Records from a collection:
################

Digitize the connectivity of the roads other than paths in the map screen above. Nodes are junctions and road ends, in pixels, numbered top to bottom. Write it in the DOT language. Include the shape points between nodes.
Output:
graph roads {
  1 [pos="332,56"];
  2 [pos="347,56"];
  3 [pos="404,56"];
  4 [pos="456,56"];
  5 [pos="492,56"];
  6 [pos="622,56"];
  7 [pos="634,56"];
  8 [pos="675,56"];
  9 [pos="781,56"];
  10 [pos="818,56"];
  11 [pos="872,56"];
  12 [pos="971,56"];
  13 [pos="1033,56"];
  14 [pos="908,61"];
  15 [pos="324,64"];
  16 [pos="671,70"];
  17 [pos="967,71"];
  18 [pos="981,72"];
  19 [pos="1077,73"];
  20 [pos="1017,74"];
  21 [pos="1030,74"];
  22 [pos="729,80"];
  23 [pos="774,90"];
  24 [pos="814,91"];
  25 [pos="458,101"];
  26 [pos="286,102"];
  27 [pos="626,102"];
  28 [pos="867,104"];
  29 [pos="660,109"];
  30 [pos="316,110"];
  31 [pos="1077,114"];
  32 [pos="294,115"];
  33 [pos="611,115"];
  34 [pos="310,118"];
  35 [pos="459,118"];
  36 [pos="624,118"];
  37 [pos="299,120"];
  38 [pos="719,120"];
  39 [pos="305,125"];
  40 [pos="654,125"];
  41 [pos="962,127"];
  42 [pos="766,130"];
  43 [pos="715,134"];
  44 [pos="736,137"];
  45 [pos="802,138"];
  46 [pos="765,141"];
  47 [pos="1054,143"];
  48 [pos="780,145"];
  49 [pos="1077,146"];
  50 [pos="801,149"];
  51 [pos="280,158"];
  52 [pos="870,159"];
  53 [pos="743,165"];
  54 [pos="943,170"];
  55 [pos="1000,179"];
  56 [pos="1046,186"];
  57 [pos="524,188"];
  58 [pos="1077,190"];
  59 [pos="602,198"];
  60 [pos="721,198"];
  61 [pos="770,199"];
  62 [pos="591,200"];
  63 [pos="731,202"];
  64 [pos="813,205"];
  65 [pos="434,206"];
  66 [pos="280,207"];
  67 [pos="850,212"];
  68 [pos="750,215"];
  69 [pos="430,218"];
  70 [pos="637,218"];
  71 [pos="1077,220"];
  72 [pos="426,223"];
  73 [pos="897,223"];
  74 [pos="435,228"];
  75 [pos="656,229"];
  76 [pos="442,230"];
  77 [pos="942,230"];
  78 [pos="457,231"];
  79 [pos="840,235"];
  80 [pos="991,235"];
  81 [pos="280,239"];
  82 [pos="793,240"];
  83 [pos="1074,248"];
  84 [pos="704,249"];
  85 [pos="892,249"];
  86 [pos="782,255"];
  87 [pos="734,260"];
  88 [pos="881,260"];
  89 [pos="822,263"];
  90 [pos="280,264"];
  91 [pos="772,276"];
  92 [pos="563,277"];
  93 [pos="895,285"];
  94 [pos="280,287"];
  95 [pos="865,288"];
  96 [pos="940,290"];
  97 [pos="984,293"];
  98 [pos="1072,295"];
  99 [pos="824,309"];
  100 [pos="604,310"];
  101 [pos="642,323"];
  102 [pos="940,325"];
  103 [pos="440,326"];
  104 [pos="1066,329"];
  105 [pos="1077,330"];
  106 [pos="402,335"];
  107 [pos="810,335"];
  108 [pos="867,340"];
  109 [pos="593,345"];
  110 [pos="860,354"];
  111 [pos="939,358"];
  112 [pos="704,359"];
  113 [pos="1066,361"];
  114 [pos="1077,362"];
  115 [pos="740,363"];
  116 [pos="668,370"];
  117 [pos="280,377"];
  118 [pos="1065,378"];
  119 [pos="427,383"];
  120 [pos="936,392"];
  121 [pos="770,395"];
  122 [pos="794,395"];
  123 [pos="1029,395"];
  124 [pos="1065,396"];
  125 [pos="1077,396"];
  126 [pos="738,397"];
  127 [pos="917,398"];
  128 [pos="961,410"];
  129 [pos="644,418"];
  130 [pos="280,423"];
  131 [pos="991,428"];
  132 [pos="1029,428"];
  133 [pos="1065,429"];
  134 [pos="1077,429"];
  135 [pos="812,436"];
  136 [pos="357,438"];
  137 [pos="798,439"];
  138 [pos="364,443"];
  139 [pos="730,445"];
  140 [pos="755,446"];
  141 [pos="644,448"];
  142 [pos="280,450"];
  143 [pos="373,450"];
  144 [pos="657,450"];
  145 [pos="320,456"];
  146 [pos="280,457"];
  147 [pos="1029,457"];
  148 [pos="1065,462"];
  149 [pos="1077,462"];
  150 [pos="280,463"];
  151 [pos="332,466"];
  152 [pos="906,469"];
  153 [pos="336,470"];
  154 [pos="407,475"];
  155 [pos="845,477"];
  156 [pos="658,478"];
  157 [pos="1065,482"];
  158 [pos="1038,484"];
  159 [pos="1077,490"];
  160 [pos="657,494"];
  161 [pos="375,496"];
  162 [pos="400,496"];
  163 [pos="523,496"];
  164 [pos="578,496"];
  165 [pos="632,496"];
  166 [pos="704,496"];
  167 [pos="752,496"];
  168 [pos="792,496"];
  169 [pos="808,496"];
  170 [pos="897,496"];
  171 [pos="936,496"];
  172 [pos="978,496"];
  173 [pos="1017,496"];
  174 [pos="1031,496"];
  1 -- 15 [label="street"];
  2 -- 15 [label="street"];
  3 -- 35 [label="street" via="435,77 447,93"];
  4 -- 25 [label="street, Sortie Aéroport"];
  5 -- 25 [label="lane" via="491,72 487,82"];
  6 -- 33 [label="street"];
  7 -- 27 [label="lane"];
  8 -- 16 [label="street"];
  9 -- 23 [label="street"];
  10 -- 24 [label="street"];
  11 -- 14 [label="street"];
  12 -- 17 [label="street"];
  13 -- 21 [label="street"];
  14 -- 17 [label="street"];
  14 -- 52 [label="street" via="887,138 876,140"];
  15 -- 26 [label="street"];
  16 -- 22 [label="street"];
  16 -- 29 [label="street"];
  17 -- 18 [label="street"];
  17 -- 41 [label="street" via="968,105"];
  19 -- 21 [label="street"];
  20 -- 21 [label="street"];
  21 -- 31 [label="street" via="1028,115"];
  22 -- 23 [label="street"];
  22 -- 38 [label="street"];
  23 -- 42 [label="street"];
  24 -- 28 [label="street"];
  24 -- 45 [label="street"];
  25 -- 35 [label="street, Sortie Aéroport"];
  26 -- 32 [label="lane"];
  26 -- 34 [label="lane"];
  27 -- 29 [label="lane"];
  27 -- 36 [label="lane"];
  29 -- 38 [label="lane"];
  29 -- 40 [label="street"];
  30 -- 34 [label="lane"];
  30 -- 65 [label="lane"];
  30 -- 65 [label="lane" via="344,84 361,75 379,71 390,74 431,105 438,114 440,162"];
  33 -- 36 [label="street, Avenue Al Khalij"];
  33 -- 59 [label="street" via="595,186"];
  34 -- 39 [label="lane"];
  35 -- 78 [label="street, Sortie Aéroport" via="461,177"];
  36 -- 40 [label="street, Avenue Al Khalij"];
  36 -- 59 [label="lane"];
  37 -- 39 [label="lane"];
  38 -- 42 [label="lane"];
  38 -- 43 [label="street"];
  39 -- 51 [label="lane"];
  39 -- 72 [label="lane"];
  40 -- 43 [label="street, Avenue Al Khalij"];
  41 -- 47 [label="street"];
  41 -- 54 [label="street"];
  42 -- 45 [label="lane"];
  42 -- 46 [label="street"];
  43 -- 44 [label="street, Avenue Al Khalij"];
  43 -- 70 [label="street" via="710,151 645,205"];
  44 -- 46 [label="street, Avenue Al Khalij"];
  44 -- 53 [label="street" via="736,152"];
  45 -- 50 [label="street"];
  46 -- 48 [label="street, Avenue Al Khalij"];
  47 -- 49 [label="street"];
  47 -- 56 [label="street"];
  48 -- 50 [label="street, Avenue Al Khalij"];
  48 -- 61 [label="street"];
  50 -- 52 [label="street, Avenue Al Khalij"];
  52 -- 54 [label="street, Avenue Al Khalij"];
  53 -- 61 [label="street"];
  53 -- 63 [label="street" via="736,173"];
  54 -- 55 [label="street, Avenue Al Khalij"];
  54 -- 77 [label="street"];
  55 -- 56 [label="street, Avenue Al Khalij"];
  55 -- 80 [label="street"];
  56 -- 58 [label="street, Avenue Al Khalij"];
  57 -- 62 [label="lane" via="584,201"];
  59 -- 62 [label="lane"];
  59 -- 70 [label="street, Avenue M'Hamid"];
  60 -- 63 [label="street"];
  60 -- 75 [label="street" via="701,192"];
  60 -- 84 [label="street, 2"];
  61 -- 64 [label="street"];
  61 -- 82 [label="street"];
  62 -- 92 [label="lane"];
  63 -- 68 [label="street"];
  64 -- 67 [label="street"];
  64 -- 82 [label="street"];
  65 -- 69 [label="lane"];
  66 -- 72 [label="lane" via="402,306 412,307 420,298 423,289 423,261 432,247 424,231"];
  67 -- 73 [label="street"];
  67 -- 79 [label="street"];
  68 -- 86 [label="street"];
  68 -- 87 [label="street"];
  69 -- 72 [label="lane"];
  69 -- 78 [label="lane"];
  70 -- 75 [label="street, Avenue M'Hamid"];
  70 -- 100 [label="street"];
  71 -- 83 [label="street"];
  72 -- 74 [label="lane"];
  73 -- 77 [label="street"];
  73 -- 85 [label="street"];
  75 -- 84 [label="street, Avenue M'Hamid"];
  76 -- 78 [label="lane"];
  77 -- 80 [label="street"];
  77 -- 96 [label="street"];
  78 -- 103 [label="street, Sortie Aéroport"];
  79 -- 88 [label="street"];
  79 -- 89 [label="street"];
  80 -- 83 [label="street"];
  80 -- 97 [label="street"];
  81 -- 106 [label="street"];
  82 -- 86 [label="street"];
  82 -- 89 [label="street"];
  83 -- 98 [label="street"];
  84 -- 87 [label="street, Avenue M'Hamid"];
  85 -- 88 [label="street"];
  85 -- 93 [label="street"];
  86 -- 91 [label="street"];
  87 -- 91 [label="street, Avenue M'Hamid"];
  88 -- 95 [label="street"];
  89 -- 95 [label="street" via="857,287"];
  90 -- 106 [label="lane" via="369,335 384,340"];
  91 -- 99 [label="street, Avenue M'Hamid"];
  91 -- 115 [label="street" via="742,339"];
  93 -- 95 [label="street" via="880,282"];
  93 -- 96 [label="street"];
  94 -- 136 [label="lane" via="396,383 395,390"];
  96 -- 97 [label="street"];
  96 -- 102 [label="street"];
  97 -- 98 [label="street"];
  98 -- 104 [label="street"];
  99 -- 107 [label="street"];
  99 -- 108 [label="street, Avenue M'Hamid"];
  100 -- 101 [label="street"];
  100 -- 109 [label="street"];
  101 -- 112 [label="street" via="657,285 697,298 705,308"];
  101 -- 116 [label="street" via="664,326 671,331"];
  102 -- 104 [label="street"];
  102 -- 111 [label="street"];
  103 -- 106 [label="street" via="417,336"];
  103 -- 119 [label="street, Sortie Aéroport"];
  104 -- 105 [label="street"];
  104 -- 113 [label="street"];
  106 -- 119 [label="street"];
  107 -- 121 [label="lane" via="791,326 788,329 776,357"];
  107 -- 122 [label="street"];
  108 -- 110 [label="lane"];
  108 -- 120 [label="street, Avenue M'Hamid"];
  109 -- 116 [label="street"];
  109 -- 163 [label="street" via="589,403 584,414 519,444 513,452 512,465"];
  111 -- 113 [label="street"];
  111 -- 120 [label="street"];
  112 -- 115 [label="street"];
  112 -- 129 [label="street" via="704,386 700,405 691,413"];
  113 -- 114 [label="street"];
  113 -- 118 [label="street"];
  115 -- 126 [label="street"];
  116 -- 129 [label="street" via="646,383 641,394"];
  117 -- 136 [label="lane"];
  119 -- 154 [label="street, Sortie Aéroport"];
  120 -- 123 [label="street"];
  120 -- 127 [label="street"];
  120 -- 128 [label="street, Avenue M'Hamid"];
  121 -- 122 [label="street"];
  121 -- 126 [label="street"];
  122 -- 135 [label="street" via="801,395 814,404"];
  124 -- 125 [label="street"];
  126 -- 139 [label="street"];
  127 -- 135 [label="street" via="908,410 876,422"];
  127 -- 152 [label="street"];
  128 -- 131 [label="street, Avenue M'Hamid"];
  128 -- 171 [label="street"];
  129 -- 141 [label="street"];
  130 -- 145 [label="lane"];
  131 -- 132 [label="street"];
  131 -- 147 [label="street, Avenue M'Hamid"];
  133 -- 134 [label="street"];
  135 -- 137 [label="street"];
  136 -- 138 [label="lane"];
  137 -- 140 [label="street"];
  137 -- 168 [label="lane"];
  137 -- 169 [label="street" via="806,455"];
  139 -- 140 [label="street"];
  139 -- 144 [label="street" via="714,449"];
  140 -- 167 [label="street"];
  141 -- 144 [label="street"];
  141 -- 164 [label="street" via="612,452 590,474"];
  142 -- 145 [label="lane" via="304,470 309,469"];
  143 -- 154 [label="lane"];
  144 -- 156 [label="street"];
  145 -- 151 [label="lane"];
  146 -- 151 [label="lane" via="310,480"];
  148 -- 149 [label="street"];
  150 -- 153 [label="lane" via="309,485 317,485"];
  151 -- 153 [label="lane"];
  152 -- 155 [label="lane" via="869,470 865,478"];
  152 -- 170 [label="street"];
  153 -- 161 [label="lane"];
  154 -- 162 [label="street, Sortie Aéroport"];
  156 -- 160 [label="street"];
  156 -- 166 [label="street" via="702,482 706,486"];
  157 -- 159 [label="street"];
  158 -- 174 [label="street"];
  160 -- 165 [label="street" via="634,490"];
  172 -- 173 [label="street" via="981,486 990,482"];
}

################

→ **Exercise details**:
Report back every line of the entries in which "Sortie" occurs.

→ **Result of the exercise**:
  4 -- 25 [label="street, Sortie Aéroport"];
  25 -- 35 [label="street, Sortie Aéroport"];
  35 -- 78 [label="street, Sortie Aéroport" via="461,177"];
  78 -- 103 [label="street, Sortie Aéroport"];
  103 -- 119 [label="street, Sortie Aéroport"];
  119 -- 154 [label="street, Sortie Aéroport"];
  154 -- 162 [label="street, Sortie Aéroport"];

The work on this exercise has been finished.